For four patients, we were able to analyze WASp expression in the B cell subsets after gene therapy and compare it with the level in healthy donors (Fig. 4c). All of the patients had a greater proportion of WASp-expressing cells in the B cell memory subsets (including switched (CD19+CD27+IgD−) and marginal zone (CD19+CD27+IgD+) B cells) than in naive B cells (CD19+CD27−IgD+); this was confirmed by a greater mean fluorescence intensity for WASp in the memory subsets than in the naive cells. These patterns of WASp expression in B cell subsets were also observed in healthy donors (n = 5) analyzed concomitantly. To further characterize these subsets, we analyzed the VCN in sorted memory (CD19+CD27+) and naive (CD19+CD27−) B cells. We observed significantly greater gene marking in memory B cells than in naive B cells (Fig. 4d). Furthermore, we compared the transduction level in subpopulations (when available) sorted concomitantly from peripheral blood and from bone marrow samples after gene therapy. We observed higher VCN levels in B cells from peripheral blood than in B cells from bone marrow, which suggests that gene-corrected B cells have a selective advantage after egress from the bone marrow (Extended Data Fig. 2a).

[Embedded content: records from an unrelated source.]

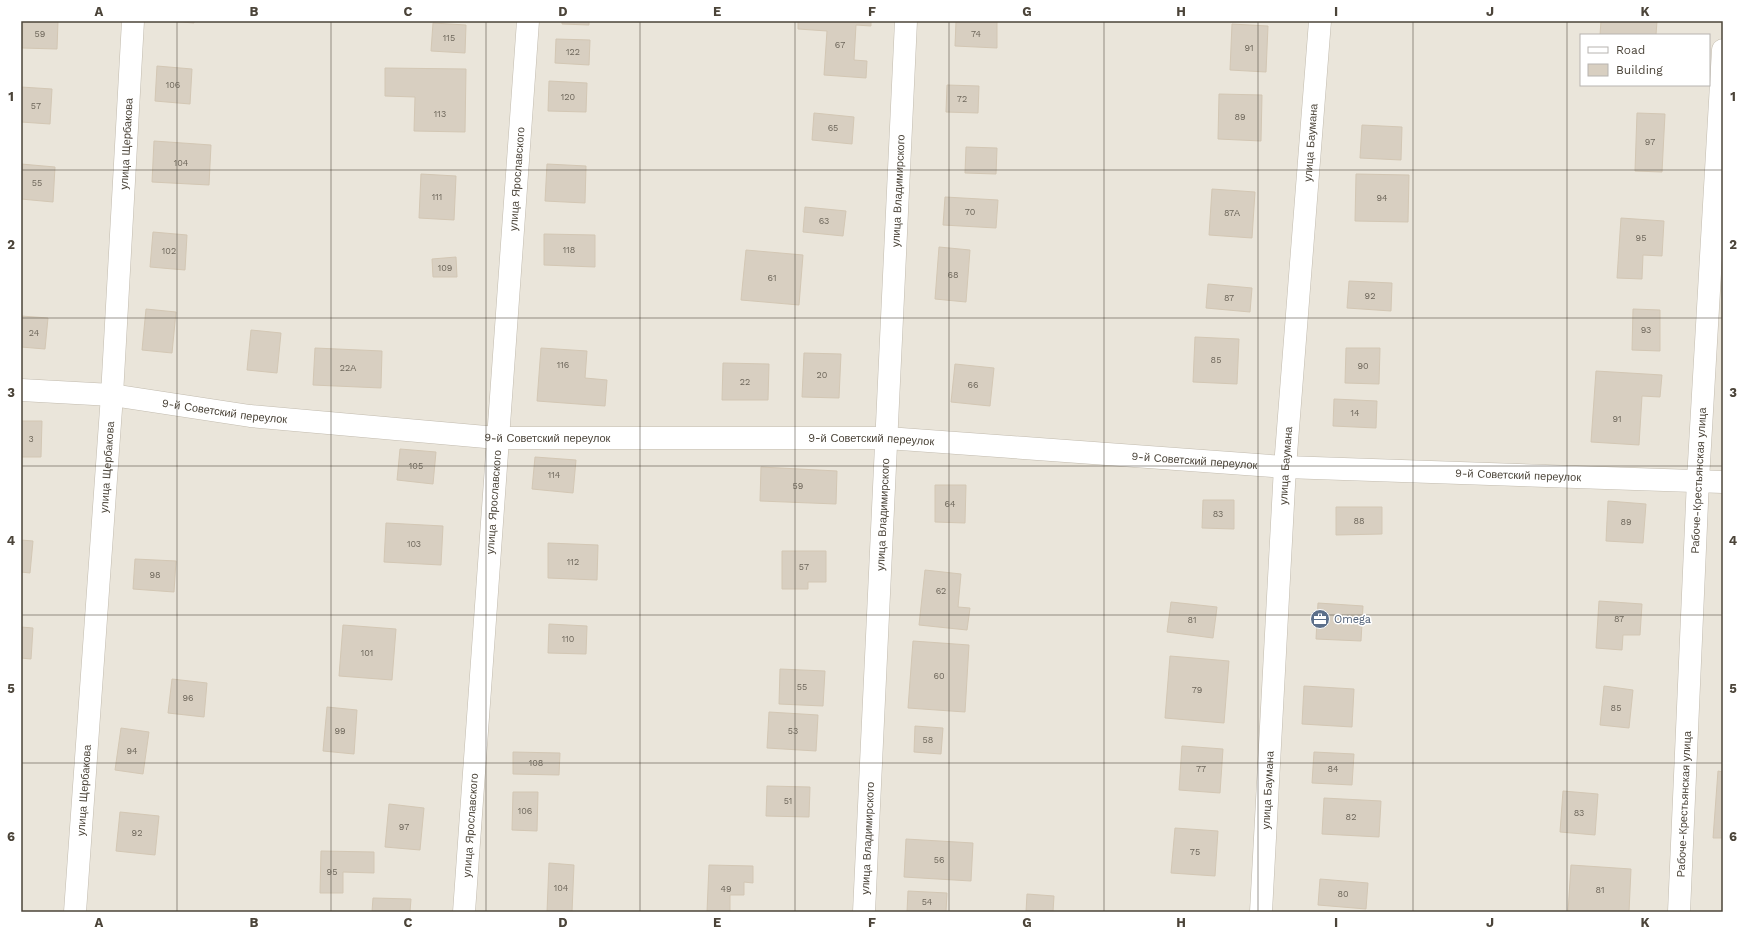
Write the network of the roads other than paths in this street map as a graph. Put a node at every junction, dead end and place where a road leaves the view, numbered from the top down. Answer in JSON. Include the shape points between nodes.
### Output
{"nodes":[{"id":1,"x":134,"y":21,"type":"edge"},
{"id":2,"x":528,"y":21,"type":"edge"},
{"id":3,"x":906,"y":21,"type":"edge"},
{"id":4,"x":1320,"y":21,"type":"edge"},
{"id":5,"x":1723,"y":50,"type":"edge"},
{"id":6,"x":21,"y":390,"type":"edge"},
{"id":7,"x":112,"y":395,"type":"junction"},
{"id":8,"x":497,"y":438,"type":"junction"},
{"id":9,"x":887,"y":438,"type":"junction"},
{"id":10,"x":1285,"y":467,"type":"junction"},
{"id":11,"x":1698,"y":480,"type":"junction"},
{"id":12,"x":1723,"y":482,"type":"edge"},
{"id":13,"x":75,"y":912,"type":"edge"},
{"id":14,"x":464,"y":912,"type":"edge"},
{"id":15,"x":864,"y":912,"type":"edge"},
{"id":16,"x":1261,"y":912,"type":"edge"},
{"id":17,"x":1679,"y":912,"type":"edge"}],
"edges":[{"from":1,"to":7,"type":"street","name":"улица Щербакова"},
{"from":2,"to":8,"type":"street","name":"улица Ярославского"},
{"from":3,"to":9,"type":"street","name":"улица Владимирского"},
{"from":4,"to":10,"type":"street","name":"улица Баумана"},
{"from":5,"to":11,"type":"street","name":"Рабоче-Крестьянская улица"},
{"from":6,"to":7,"type":"street","name":"9-й Советский переулок"},
{"from":7,"to":8,"type":"street","name":"9-й Советский переулок","via":[[250,416]]},
{"from":7,"to":13,"type":"street","name":"улица Щербакова"},
{"from":8,"to":9,"type":"street","name":"9-й Советский переулок"},
{"from":8,"to":14,"type":"street","name":"улица Ярославского"},
{"from":9,"to":10,"type":"street","name":"9-й Советский переулок"},
{"from":9,"to":15,"type":"street","name":"улица Владимирского"},
{"from":10,"to":11,"type":"street","name":"9-й Советский переулок"},
{"from":10,"to":16,"type":"street","name":"улица Баумана"},
{"from":11,"to":12,"type":"street","name":"9-й Советский переулок"},
{"from":11,"to":17,"type":"street","name":"Рабоче-Крестьянская улица"}]}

To investigate laboratory variables related to autoimmune features, samples collected before and after gene therapy were compared with regard to a panel of circulating autoantibodies. Before gene therapy, anti-nuclear antibodies (ANAs) were detected in all of the patients tested. Remarkably, the ANA titers after gene therapy were null or insignificant. Patient 2, who initially presented with very severe lower extremity vasculitis, presented with anti-RNP, anti-SmB, anti-SSA Ro and anti-SSB antibodies before but not after gene therapy (Supplementary Table 3). Circulating and platelet-bound antiplatelet auto- and alloantibodies were studied separately (only after gene therapy) and were detected in patients 2, 4 and 7 (Supplementary Table 4).
Taken as a whole, these data suggest that gene therapy is able to correct the B cell compartment in WAS, with evidence for a selective advantage over time for genetically corrected B cells.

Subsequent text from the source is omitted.